Given his resources and interest in history, the General Conference of 1875 asked Bassett to write a new history of the denomination. He wrote A Concise History of the Methodist Protestant Church in 1877, which was republished in two subsequent editions, and has been viewed as a "valuable contribution to ecclesiastical history". Although there were other histories written, Bassett desired to emphasize the anti-slavery sympathies of the Western and Northern Conferences which he felt were understated in other histories.

==Other interests==
In addition to history, music, Bible, and theology, he was interested in botany, geology, and astronomy. He collected specimens, and sought out the latest literature and authors on a variety of subjects. In 1845 the "Western Academy of Science" in Cincinnati elected him a corresponding member of that institution. He received his Doctor of Divinity degree from Adrian College.
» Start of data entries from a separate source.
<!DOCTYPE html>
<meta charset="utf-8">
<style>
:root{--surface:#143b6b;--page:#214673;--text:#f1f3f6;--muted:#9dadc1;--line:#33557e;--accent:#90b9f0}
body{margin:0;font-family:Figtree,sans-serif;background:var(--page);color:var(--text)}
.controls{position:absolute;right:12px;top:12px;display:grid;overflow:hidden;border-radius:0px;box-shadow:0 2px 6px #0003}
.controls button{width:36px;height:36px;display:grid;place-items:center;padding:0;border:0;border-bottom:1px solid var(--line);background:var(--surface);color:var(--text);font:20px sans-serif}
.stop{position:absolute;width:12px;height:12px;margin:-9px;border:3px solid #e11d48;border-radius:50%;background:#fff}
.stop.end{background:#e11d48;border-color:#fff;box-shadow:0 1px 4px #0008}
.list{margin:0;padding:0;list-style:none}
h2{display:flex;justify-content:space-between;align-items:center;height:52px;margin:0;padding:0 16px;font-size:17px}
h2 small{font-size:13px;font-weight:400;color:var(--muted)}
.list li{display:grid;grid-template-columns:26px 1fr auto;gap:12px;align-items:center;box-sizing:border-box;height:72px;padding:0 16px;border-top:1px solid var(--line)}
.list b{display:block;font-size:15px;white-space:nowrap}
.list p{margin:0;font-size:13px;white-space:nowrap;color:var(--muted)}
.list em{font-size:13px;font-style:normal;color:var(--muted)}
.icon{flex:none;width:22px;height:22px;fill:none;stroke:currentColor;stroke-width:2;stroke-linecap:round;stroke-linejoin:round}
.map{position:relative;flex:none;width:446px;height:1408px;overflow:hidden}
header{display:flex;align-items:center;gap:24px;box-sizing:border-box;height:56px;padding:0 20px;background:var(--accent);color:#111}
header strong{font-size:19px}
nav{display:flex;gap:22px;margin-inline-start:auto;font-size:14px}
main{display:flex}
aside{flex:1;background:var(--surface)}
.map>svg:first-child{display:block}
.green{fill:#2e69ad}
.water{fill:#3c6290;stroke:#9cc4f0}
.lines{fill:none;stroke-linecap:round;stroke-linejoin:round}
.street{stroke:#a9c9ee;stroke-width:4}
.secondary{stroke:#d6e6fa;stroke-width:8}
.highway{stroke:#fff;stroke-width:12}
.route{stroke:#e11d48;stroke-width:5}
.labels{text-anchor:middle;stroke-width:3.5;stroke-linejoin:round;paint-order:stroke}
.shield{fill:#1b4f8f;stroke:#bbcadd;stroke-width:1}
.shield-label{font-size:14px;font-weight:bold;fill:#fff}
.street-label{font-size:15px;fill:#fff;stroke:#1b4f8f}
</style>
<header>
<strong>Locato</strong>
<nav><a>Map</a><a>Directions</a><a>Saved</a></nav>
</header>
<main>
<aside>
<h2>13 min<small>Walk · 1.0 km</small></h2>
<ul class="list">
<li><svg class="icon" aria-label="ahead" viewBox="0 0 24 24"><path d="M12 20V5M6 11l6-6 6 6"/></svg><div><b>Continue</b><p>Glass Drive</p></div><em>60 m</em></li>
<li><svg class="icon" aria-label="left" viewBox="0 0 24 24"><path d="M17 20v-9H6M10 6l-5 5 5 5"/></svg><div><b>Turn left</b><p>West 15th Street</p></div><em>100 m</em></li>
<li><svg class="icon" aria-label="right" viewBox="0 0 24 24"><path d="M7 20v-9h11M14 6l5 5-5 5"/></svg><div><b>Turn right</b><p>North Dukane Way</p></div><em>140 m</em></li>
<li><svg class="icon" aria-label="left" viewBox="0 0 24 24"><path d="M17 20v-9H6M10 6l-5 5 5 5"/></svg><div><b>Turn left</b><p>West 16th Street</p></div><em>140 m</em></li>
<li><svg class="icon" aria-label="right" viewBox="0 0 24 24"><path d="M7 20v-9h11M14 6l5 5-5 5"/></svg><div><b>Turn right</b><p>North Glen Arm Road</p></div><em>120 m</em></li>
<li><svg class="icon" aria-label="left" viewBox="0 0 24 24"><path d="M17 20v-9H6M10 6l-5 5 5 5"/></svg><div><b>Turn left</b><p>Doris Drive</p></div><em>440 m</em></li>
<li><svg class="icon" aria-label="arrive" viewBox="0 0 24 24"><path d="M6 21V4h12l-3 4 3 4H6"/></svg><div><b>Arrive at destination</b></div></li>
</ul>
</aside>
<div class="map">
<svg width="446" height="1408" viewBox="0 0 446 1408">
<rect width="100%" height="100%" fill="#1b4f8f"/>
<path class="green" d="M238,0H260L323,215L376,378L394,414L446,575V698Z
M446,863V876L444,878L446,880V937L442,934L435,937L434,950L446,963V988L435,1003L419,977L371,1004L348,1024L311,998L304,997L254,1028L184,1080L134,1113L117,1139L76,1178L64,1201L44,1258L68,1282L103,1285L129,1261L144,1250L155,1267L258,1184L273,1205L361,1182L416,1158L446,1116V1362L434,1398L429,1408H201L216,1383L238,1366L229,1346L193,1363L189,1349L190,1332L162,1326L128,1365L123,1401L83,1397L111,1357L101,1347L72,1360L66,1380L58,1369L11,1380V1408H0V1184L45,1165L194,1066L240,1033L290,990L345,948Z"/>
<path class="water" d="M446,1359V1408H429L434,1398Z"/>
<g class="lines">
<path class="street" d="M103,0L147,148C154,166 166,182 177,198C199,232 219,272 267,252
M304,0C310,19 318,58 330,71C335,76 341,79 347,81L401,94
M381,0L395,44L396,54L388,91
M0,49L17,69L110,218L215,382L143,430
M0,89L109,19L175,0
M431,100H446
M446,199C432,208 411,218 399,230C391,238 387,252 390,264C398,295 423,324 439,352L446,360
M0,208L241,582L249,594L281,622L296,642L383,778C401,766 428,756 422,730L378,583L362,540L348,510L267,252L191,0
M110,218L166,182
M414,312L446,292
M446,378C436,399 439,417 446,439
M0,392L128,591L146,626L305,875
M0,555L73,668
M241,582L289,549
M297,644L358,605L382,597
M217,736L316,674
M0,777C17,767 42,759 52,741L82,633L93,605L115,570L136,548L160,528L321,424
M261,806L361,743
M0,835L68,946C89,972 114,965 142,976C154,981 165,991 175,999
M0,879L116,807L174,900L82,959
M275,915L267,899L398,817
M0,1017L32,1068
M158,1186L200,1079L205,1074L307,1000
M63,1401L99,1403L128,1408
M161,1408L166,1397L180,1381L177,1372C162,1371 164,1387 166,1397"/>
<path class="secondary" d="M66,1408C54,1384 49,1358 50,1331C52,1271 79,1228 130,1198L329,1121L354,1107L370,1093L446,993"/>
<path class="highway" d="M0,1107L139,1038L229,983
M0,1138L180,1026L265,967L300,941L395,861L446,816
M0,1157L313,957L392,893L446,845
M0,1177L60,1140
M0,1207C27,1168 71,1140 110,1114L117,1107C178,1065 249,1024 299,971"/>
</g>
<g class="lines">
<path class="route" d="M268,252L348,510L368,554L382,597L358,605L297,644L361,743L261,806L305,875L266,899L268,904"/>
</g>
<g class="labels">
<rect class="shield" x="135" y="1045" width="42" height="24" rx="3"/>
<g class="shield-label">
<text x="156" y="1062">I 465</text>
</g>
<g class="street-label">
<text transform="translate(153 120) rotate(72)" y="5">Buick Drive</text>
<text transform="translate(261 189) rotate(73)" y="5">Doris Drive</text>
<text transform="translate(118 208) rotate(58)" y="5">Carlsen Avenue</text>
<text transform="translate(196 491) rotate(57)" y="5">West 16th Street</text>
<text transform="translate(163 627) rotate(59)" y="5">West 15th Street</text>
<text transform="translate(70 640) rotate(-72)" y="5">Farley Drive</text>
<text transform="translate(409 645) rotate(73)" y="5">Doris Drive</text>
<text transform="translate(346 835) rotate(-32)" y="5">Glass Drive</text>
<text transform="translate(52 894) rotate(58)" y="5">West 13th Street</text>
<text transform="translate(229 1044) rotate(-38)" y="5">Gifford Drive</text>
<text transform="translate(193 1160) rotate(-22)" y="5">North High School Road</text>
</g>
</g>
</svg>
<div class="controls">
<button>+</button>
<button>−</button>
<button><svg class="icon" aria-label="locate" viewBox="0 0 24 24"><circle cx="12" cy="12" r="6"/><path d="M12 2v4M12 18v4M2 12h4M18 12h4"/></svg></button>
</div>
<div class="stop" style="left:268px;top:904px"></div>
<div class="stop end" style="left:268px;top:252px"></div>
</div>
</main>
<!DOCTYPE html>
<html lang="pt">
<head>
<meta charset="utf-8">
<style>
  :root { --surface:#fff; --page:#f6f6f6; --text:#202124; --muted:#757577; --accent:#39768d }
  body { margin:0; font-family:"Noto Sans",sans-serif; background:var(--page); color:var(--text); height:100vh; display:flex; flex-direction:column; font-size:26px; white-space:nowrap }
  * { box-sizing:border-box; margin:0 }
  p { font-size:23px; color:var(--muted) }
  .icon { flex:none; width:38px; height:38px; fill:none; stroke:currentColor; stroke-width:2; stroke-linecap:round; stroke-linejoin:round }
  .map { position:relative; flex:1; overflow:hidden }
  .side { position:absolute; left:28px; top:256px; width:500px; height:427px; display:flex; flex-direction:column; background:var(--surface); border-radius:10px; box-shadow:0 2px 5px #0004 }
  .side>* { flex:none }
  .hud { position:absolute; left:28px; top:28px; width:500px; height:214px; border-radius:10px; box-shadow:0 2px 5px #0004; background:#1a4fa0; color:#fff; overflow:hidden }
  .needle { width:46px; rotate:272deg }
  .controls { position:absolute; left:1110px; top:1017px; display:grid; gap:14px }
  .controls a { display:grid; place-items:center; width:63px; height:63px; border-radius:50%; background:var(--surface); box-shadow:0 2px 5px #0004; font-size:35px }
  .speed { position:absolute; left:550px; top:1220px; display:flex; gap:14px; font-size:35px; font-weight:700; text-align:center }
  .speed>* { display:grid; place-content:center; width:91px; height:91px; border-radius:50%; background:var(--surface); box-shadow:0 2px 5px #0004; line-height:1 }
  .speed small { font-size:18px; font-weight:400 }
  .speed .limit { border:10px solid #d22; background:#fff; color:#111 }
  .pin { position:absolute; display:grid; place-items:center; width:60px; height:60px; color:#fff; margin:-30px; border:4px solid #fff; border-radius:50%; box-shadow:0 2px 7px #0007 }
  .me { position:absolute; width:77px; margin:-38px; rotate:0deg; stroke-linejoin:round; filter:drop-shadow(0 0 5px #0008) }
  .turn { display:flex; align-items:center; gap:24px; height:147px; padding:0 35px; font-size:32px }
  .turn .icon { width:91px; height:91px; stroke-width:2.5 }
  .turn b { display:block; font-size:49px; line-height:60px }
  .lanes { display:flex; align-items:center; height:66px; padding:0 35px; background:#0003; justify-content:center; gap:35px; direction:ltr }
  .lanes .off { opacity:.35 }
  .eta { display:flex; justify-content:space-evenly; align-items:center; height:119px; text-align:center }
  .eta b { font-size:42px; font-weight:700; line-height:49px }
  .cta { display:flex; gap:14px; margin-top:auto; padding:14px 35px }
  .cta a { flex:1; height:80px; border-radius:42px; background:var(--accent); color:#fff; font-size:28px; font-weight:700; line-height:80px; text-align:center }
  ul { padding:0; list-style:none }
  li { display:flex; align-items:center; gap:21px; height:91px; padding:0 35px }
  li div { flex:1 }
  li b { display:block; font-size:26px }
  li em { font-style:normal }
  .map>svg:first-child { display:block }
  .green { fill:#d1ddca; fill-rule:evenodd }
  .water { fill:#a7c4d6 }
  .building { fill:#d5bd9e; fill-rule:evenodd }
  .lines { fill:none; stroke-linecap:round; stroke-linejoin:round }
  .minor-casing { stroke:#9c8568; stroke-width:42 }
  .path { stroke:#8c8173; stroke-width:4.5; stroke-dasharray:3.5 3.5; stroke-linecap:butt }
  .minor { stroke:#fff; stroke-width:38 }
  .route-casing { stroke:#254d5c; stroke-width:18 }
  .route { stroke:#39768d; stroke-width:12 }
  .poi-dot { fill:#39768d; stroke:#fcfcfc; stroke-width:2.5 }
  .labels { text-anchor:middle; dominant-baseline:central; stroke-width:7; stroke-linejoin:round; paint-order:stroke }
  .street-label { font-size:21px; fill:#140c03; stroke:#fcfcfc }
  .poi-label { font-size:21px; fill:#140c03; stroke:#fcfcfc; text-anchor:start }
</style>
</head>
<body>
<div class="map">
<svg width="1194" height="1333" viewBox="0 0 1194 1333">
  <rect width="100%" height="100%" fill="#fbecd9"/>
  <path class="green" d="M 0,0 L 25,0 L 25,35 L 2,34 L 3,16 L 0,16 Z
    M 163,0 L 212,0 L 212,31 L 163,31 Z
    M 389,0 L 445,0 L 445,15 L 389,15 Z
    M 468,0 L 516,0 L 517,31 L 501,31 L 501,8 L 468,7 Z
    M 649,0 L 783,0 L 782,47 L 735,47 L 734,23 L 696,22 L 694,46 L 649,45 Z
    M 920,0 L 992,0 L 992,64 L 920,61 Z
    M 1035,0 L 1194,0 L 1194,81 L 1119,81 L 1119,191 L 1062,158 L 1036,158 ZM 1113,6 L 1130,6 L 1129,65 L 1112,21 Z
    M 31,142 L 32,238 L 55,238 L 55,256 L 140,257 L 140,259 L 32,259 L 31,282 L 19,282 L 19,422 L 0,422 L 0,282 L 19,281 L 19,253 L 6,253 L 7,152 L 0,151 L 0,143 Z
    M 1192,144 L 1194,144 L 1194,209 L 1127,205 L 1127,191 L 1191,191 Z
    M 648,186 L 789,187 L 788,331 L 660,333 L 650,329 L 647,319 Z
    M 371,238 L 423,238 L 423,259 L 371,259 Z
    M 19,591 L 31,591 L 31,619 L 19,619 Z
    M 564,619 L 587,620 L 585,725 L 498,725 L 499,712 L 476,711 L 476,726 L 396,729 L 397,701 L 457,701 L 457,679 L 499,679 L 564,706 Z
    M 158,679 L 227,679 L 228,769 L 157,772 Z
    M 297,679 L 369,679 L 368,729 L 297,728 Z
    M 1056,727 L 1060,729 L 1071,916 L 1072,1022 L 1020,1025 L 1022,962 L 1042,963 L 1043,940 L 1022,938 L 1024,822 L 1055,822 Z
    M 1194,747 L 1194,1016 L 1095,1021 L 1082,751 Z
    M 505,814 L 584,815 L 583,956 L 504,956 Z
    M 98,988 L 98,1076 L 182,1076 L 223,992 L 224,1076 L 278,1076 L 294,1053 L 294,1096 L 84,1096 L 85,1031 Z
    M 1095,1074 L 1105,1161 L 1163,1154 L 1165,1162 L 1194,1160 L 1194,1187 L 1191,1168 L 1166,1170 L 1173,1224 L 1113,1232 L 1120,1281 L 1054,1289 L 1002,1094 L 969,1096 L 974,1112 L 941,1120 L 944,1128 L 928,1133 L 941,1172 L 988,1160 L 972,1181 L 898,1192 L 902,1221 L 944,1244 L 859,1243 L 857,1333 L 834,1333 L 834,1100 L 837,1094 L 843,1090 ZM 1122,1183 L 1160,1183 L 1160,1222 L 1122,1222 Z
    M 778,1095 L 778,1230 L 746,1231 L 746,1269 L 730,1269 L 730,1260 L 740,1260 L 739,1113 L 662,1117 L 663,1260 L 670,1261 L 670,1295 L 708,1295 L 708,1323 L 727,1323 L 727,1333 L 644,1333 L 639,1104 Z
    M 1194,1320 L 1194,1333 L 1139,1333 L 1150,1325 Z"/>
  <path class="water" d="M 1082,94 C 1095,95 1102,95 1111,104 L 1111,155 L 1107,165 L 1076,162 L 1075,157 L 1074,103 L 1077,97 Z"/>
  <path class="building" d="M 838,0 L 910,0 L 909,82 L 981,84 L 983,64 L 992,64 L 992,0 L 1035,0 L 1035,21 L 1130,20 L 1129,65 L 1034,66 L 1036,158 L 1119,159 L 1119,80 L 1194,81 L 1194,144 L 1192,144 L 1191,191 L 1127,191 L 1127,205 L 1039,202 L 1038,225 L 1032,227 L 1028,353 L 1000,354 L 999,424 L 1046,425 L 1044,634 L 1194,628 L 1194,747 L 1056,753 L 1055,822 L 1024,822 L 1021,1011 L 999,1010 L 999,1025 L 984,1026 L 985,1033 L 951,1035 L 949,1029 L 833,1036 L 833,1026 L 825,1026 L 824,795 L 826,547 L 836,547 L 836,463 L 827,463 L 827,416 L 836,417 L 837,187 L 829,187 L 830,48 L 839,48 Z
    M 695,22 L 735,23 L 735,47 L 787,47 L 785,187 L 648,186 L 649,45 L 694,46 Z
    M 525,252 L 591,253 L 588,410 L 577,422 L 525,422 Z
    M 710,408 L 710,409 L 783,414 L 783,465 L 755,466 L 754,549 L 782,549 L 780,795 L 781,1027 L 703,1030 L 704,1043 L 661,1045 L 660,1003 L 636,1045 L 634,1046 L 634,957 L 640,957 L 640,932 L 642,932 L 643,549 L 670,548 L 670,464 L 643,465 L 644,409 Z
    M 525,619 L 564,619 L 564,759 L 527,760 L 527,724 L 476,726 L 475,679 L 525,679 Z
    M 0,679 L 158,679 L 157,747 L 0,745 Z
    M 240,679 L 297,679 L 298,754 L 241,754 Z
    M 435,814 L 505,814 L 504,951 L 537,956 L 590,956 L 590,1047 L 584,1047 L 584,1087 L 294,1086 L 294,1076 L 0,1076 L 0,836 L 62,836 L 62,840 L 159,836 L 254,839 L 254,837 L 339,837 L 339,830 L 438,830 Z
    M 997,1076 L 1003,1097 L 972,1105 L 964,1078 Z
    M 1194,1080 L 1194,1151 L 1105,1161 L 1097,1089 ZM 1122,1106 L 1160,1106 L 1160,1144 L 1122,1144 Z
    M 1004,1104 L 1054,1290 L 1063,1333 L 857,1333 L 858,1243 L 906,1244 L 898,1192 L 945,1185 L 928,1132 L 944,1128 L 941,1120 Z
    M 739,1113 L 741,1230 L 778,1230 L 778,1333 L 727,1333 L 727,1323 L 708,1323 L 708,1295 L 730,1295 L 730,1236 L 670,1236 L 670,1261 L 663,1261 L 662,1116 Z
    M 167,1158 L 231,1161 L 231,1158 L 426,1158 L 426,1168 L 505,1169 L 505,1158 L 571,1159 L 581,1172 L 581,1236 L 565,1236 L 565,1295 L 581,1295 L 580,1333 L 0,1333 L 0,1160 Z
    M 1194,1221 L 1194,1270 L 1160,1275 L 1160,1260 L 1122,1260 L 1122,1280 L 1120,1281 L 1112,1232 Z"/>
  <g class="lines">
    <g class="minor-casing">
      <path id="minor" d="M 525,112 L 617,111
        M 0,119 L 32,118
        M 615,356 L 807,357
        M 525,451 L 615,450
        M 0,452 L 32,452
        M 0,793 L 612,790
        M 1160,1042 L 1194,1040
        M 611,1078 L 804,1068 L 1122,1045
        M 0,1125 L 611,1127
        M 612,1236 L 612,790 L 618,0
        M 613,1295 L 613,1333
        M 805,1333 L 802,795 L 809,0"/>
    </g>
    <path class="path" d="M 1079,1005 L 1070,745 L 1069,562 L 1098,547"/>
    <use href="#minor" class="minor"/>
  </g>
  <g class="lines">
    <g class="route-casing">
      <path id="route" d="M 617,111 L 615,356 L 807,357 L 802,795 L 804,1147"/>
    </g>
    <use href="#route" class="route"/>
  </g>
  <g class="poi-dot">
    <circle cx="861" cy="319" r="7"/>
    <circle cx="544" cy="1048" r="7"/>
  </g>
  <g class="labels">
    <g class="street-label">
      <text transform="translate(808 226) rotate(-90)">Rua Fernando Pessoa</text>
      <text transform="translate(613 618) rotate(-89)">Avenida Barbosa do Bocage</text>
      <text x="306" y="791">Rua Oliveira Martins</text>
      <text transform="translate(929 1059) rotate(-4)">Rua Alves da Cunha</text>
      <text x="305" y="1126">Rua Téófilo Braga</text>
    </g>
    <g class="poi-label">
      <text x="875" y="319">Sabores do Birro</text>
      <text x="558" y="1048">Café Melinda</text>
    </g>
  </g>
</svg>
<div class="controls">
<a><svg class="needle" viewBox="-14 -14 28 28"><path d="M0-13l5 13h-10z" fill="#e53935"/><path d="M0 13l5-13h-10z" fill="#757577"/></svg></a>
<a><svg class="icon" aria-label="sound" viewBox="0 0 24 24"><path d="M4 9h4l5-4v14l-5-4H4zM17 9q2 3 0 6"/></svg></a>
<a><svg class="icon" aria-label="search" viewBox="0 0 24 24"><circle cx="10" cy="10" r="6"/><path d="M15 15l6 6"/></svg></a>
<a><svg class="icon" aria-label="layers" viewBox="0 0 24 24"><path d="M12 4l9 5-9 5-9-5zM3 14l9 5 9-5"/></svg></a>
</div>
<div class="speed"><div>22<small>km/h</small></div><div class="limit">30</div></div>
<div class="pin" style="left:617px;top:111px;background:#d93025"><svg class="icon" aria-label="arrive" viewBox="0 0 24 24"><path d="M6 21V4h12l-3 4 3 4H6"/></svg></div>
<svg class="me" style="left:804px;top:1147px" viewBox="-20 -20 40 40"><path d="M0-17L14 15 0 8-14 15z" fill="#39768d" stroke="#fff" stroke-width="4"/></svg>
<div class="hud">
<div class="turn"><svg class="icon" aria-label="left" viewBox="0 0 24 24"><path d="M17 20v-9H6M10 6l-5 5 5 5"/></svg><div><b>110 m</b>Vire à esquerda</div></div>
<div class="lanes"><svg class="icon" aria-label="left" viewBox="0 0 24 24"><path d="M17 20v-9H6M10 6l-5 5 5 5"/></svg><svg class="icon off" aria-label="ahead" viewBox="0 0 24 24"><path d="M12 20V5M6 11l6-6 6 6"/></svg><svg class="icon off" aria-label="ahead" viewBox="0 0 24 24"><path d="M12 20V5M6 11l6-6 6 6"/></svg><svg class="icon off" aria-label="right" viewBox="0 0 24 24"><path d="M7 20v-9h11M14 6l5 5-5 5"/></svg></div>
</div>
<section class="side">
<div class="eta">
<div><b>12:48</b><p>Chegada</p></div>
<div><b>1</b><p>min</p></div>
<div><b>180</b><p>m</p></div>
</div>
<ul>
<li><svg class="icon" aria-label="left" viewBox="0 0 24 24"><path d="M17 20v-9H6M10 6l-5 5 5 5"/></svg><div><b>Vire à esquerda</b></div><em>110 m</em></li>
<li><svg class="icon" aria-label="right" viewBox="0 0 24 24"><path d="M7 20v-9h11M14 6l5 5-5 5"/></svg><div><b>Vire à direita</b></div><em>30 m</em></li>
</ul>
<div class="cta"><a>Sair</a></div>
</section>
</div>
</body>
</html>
Several unpublished works of his have been preserved by his descendants, including an autobiography and a miniature encyclopedia.

==Death==
Ancel and Priscilla Bassett did not have any children. However, when Priscilla's younger sister, Susan White Bonebrake, died in 1858, Ancel and Priscilla adopted her daughter Caroline Bonebrake and raised her. He died on August 30, 1886, in Casstown, Ohio, at the home of their adopted daughter and niece, Caroline. He is buried in the Ferncliff Cemetery in Springfield, Ohio.